Boundary adaptive observer design for semilinear hyperbolic rolling contact ODE-PDE systems with uncertain friction

TL;DR

This paper develops an adaptive observer for semilinear hyperbolic ODE-PDE systems with uncertain friction, enabling simultaneous state and parameter estimation using only boundary measurements, demonstrated through vehicle dynamics simulation.

Contribution

It introduces a novel boundary adaptive observer that estimates states and unknown friction parameters in hyperbolic ODE-PDE systems with boundary sensing.

Findings

Observer achieves exponential convergence under persistent excitation.

Simulation confirms effectiveness in vehicle dynamics context.
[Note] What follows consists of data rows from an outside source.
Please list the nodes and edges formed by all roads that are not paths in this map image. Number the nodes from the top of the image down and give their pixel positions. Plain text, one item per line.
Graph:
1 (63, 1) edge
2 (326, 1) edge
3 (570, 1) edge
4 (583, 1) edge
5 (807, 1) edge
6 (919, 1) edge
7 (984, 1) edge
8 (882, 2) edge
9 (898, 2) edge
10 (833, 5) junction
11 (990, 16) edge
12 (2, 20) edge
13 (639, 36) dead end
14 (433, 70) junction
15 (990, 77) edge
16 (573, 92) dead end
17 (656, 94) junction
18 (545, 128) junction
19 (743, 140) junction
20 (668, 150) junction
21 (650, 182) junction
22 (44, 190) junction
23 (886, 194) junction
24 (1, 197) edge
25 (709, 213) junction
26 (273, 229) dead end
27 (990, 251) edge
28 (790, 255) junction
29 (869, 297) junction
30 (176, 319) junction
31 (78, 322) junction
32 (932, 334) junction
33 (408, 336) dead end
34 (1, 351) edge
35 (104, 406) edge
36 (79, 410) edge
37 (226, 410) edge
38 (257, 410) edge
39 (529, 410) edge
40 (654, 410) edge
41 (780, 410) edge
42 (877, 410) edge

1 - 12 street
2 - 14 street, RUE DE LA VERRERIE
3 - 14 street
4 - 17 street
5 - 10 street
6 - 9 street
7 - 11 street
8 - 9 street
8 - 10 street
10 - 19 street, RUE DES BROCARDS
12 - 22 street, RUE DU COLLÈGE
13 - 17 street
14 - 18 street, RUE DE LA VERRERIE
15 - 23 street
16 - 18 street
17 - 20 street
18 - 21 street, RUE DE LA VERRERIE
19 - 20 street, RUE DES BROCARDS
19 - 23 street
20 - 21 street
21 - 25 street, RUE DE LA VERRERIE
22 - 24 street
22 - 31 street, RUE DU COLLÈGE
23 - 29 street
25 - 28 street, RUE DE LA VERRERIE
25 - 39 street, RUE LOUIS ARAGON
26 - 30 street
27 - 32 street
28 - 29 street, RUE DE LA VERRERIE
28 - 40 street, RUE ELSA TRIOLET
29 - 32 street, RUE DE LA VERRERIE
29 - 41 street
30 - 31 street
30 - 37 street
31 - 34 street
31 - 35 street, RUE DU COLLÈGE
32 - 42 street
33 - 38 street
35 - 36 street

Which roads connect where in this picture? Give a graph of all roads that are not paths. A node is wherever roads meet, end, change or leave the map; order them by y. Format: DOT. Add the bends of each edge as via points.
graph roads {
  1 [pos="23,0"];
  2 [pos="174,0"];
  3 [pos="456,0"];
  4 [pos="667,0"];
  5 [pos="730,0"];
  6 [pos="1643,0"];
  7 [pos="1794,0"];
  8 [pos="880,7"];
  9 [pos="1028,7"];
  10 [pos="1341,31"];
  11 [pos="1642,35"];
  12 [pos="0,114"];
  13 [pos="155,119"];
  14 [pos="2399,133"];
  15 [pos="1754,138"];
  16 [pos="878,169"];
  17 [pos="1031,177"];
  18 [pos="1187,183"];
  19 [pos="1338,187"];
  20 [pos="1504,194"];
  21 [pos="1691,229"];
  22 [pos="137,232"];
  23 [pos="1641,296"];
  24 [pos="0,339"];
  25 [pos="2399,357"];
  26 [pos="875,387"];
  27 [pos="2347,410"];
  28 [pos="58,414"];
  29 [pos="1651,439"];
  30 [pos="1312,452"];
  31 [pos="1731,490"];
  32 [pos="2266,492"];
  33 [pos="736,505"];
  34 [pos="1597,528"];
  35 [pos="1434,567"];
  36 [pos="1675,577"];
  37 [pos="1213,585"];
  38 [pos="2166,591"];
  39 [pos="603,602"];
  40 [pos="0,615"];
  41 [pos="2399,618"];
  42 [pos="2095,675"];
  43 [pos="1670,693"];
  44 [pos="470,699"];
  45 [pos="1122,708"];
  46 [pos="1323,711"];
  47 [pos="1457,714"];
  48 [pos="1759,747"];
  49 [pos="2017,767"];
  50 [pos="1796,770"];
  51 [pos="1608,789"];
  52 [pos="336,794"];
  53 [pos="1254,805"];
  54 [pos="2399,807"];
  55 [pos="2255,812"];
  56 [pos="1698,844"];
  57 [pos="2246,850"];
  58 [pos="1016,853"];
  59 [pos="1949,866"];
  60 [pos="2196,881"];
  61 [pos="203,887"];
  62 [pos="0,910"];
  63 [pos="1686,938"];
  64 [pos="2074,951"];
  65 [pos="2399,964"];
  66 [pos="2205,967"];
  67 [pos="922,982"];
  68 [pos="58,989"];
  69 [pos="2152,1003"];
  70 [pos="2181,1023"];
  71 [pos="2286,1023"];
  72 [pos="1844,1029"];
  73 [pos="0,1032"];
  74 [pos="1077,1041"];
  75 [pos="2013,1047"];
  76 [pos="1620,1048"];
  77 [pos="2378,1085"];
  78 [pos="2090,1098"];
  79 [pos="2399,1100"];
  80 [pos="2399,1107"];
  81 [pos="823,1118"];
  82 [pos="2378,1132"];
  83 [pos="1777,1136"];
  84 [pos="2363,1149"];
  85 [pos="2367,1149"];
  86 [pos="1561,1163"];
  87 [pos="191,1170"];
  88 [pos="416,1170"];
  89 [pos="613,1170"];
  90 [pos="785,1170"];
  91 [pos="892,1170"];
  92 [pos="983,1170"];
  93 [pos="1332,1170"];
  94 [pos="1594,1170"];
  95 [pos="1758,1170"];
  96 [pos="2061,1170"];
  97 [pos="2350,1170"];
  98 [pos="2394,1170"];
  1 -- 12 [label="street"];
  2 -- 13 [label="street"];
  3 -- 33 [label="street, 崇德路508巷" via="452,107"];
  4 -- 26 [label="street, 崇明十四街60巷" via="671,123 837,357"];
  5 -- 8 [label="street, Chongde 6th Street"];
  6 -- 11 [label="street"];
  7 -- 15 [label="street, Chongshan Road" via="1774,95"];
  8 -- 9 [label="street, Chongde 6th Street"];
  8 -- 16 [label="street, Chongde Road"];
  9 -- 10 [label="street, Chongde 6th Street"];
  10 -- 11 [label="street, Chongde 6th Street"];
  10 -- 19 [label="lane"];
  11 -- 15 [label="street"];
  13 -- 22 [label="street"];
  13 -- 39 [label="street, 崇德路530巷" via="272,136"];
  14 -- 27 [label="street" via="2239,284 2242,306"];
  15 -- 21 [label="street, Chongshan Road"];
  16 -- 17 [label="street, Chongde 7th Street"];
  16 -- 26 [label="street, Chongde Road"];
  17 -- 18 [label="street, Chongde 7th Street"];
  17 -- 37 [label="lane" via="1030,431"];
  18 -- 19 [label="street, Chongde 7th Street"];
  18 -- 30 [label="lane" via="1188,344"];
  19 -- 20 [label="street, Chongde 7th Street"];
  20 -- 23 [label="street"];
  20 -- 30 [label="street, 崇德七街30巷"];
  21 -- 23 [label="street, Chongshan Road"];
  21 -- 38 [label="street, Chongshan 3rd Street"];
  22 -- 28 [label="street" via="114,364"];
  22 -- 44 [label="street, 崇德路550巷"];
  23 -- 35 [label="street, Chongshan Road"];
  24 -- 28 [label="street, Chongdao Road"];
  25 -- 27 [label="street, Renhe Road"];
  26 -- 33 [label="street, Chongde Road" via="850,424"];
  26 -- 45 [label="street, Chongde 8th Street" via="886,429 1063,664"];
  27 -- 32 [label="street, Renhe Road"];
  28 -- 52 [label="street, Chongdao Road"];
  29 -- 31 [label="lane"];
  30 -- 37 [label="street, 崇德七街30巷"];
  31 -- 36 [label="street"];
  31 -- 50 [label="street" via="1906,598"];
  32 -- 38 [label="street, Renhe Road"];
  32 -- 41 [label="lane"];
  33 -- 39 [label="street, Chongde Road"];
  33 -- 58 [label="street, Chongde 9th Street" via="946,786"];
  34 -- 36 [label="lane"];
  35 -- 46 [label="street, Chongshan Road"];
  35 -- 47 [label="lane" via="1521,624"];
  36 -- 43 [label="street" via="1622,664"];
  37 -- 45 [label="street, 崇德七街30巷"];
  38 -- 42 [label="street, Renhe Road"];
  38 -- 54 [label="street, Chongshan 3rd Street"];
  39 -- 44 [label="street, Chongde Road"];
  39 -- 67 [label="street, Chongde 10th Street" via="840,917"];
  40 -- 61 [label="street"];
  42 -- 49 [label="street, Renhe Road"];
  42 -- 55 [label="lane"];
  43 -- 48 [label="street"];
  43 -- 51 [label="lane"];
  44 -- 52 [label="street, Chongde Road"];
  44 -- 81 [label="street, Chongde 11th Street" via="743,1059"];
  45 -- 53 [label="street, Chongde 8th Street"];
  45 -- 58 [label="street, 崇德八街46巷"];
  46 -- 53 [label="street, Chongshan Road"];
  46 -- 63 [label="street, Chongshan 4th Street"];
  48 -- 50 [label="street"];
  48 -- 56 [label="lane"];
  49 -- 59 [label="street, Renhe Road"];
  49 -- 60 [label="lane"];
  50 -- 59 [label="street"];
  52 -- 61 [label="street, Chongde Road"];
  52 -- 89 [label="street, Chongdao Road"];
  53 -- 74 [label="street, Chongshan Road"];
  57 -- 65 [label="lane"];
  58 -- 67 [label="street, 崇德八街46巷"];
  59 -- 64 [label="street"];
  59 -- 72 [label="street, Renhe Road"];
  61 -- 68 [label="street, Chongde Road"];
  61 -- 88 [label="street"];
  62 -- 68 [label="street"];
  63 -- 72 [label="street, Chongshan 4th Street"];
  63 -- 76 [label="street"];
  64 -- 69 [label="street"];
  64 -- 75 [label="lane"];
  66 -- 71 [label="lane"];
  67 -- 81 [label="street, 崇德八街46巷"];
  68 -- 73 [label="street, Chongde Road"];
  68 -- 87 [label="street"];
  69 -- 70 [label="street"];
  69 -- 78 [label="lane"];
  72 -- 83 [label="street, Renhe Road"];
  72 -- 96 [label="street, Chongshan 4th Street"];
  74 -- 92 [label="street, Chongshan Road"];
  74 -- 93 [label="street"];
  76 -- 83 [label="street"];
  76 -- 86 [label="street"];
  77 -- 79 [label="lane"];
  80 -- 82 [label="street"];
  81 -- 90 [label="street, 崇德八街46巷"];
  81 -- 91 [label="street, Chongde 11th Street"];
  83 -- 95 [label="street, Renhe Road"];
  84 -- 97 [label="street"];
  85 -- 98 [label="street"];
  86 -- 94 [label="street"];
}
Estimates both lumped and distributed states effectively.

Abstract

This paper presents an adaptive observer design for semilinear hyperbolic rolling contact ODE-PDE systems with uncertain friction characteristics parameterized by a matrix of unknown coefficients appearing in the nonlinear (and possibly non-smooth) PDE source terms. Under appropriate assumptions of forward completeness and boundary sensing, an adaptive observer is synthesized to simultaneously estimate the lumped and distributed states, as well as the uncertain friction parameters, using only boundary measurements. The observer combines a finite-dimensional parameter estimator with an infinite-dimensional description of the state error dynamics, and achieves exponential convergence under persistent excitation. The effectiveness of the proposed design is demonstrated in simulation by considering a relevant example borrowed from road vehicle dynamics.